* [DIRECTIONS]:
Go over the lines below, and when one contains the word "road", copy it.

* [INPUT DATA]:
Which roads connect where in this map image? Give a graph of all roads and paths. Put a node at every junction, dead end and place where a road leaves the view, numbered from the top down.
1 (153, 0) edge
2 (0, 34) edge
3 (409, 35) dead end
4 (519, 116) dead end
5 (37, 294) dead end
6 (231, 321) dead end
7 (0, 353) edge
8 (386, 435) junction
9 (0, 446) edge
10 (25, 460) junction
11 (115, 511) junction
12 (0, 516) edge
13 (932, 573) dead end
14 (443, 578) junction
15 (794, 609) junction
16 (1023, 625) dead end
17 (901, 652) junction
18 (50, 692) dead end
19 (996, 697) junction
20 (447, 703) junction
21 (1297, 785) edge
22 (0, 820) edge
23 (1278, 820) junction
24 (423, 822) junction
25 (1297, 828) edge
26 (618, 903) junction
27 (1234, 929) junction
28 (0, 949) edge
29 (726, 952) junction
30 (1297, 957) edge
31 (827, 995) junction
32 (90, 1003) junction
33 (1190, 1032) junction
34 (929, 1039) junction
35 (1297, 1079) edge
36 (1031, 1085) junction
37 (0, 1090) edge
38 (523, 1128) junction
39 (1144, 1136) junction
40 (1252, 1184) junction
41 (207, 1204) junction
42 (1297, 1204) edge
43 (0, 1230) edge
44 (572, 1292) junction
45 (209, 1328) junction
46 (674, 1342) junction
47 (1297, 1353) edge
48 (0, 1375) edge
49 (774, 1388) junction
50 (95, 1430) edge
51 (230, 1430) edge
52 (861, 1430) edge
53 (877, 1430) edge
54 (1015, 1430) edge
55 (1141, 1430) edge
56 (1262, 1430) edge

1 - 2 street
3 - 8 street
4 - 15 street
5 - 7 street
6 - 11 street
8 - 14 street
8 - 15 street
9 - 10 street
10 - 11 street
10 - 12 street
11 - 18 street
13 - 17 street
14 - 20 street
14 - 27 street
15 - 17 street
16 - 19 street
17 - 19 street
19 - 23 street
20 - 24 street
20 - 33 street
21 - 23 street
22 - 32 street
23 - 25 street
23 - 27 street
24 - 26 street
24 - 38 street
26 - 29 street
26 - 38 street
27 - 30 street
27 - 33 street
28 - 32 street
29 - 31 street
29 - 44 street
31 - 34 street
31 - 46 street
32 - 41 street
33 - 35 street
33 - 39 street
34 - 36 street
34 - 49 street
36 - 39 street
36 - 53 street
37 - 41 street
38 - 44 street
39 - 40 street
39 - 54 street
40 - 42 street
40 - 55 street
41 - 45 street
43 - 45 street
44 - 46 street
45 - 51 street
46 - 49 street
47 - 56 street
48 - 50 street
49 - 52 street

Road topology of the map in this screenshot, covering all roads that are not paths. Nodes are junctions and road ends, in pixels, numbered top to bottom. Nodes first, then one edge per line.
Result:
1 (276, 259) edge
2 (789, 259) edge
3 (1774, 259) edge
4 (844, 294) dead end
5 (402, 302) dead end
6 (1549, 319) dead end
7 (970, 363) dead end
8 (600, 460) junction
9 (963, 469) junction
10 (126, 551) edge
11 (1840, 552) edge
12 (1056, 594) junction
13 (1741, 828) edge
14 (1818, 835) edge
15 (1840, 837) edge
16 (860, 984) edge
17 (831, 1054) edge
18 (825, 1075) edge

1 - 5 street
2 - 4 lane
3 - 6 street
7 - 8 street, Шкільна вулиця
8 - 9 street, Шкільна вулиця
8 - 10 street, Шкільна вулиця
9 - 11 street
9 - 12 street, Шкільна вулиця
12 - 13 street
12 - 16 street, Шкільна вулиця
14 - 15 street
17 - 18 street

* [RESULT FOR THIS TASK]:
Which roads connect where in this map image? Give a graph of all roads and paths. Put a node at every junction, dead end and place where a road leaves the view, numbered from the top down.
Road topology of the map in this screenshot, covering all roads that are not paths. Nodes are junctions and road ends, in pixels, numbered top to bottom. Nodes first, then one edge per line.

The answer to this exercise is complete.